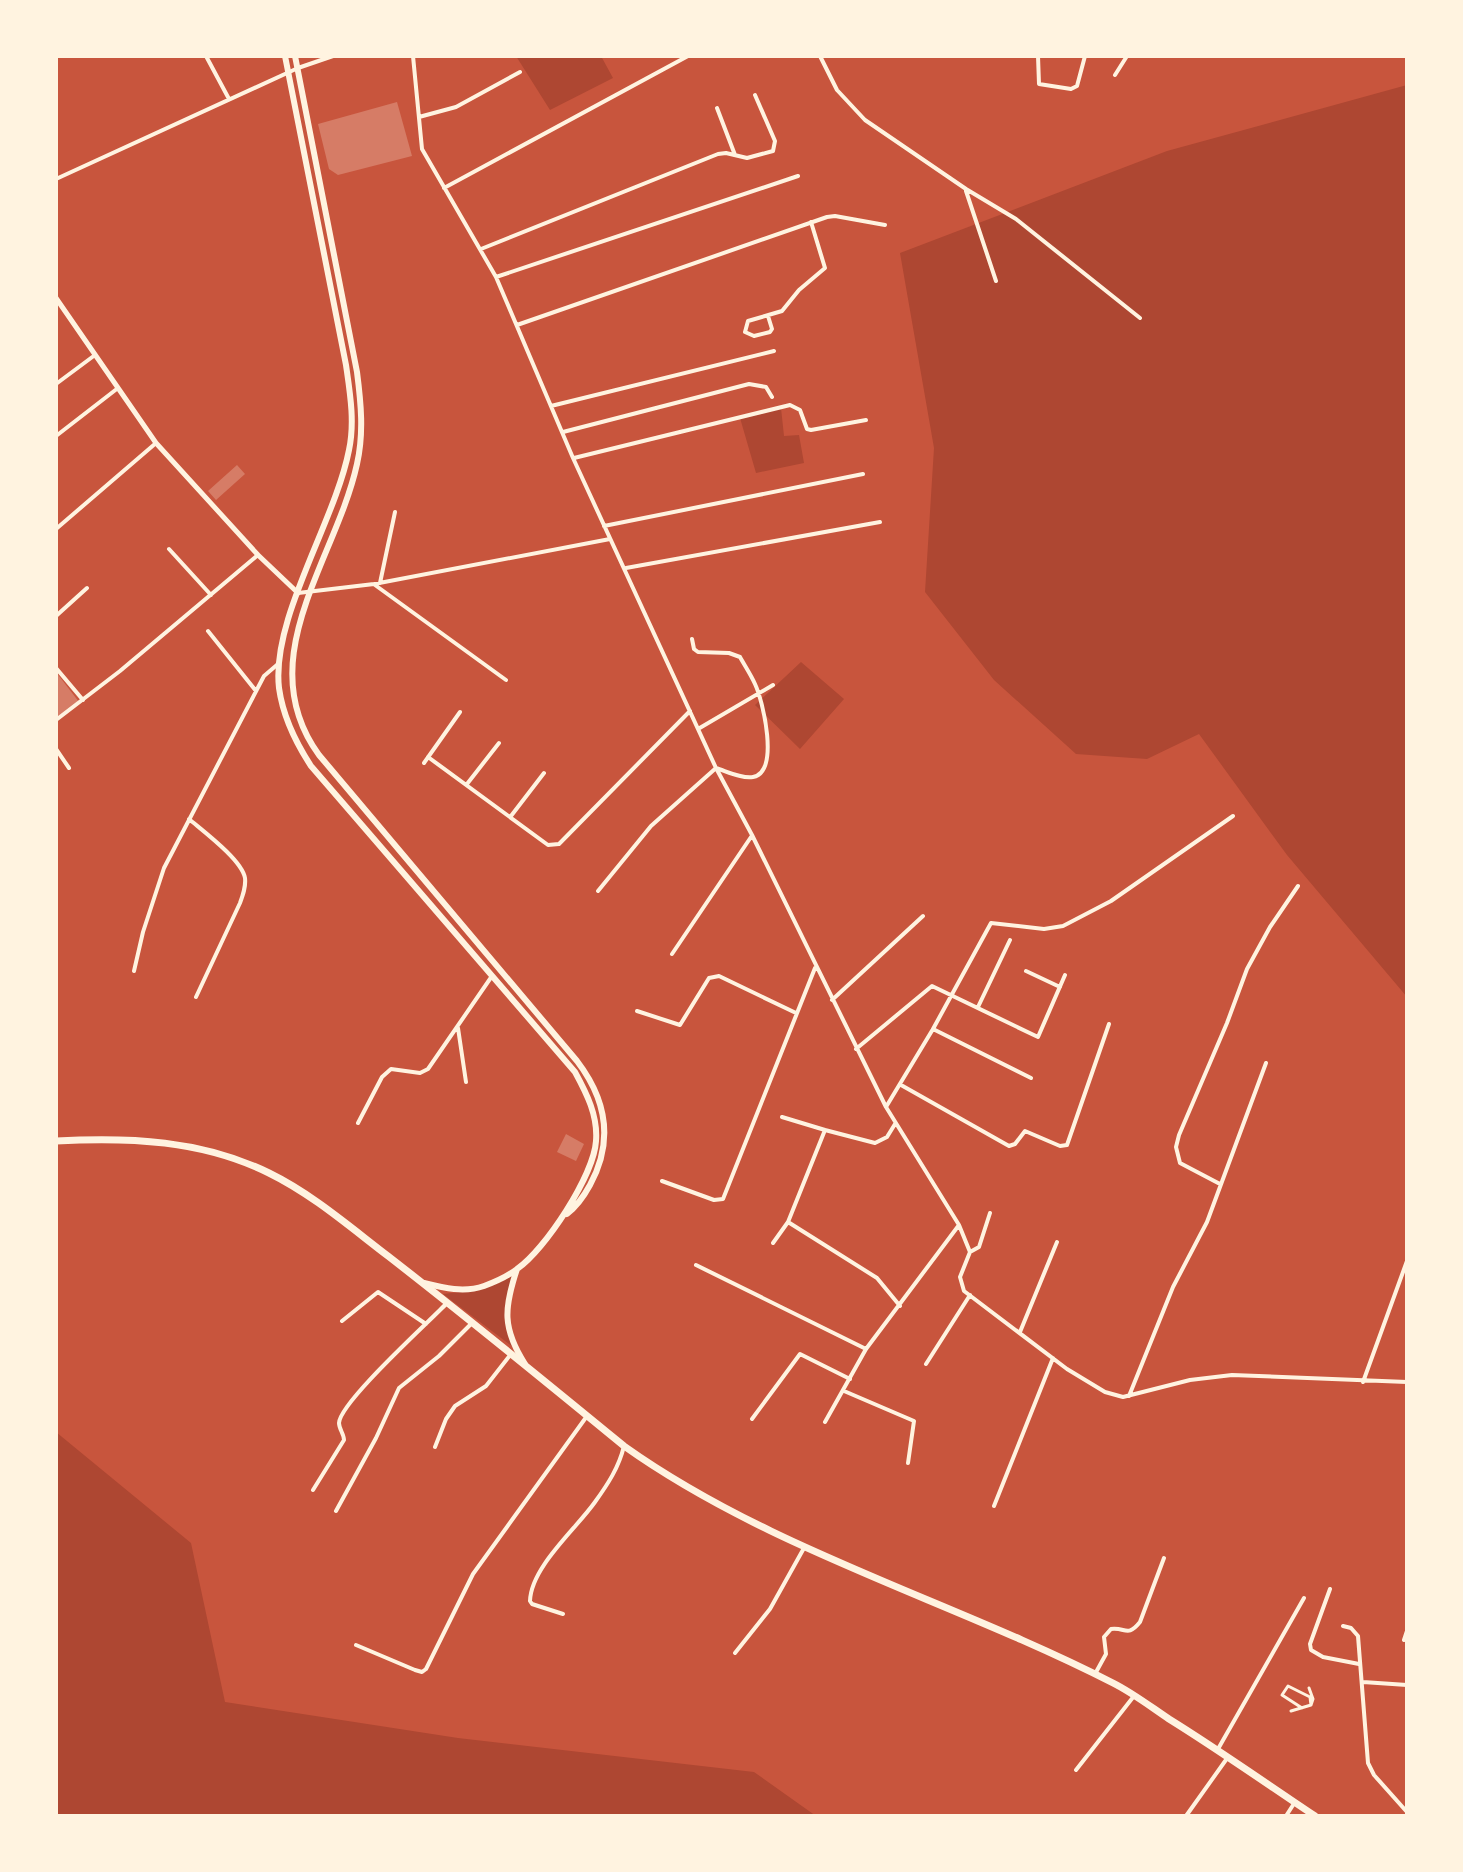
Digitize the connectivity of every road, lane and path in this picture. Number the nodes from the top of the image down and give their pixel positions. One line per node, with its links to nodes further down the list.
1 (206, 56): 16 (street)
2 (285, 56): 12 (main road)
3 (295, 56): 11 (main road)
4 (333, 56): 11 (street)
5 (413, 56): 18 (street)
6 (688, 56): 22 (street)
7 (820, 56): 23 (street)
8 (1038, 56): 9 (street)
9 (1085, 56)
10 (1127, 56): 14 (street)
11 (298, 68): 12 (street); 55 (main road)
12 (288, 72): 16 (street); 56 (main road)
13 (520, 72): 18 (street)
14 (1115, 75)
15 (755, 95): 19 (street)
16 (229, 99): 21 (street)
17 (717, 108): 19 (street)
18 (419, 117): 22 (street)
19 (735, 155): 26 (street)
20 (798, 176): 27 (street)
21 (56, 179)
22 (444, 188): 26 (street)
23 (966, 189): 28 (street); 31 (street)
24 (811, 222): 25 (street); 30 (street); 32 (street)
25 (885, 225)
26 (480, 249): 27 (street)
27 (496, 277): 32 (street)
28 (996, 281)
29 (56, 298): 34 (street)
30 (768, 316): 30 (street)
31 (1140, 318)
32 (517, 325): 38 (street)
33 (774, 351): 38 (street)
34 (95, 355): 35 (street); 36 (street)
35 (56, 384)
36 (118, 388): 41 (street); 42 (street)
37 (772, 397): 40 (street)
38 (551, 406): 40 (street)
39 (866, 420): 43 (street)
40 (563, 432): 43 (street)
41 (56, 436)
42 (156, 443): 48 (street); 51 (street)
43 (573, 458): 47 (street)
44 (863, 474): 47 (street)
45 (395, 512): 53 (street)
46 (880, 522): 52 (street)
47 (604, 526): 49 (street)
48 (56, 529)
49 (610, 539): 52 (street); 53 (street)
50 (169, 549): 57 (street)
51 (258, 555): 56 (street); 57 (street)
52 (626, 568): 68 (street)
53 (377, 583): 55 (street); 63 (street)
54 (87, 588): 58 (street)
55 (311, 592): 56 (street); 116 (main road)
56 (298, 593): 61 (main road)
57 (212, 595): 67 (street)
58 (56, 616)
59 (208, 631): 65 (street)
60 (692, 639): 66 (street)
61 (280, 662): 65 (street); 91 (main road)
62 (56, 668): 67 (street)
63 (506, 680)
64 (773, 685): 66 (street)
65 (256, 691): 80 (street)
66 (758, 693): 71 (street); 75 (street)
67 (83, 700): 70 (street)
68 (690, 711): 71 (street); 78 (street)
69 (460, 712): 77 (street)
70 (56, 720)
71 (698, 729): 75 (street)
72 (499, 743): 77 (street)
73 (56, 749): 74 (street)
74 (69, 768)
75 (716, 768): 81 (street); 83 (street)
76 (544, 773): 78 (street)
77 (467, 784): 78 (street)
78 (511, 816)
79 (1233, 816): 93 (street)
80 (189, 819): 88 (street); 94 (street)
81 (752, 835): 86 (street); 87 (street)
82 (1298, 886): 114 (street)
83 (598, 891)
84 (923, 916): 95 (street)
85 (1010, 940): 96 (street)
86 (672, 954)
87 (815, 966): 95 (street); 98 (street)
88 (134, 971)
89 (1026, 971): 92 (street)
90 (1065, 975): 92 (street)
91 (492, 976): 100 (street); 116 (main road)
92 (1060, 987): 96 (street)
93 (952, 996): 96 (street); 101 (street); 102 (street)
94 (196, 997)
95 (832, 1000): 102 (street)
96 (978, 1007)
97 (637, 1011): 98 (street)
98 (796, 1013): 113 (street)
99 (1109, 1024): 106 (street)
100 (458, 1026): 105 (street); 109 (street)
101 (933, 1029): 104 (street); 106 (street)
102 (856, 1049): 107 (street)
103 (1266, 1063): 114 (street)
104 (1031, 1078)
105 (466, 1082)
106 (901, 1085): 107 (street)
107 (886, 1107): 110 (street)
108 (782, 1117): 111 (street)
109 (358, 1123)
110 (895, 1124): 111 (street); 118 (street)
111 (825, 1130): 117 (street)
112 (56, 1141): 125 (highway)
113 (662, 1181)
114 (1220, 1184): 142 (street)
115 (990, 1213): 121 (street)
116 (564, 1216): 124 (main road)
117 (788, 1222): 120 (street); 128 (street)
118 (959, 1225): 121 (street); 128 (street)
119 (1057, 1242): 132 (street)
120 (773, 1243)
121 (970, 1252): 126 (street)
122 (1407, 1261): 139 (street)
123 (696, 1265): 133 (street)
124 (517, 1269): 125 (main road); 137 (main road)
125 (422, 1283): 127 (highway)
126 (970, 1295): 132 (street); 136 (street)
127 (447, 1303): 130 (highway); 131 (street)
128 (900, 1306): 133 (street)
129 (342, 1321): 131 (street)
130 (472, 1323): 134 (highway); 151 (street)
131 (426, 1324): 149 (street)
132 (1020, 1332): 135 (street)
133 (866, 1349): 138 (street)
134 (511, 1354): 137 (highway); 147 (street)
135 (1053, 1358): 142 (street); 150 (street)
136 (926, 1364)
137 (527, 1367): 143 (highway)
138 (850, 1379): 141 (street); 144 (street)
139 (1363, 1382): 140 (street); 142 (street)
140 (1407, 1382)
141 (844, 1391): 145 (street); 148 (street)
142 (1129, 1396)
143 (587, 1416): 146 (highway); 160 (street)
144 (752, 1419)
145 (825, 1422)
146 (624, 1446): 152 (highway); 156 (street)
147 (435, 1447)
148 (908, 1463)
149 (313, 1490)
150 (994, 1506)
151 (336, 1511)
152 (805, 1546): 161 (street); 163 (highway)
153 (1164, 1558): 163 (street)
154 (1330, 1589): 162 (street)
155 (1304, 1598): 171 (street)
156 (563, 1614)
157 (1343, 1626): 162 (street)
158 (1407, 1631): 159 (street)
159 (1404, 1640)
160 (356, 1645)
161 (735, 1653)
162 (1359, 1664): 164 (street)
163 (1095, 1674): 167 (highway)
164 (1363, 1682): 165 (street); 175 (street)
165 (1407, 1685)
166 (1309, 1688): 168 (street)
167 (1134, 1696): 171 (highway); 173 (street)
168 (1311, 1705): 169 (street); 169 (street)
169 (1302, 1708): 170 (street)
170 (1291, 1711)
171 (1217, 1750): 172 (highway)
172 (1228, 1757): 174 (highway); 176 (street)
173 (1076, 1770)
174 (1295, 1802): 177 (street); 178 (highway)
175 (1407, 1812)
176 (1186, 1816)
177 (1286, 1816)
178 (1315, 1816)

Action item: Which of the lines above include the word "road"? Copy each of them.

Final answer:
Digitize the connectivity of every road, lane and path in this picture. Number the nodes from the top of the image down and give their pixel positions. One line per node, with its links to nodes further down the list.
2 (285, 56): 12 (main road)
3 (295, 56): 11 (main road)
11 (298, 68): 12 (street); 55 (main road)
12 (288, 72): 16 (street); 56 (main road)
55 (311, 592): 56 (street); 116 (main road)
56 (298, 593): 61 (main road)
61 (280, 662): 65 (street); 91 (main road)
91 (492, 976): 100 (street); 116 (main road)
116 (564, 1216): 124 (main road)
124 (517, 1269): 125 (main road); 137 (main road)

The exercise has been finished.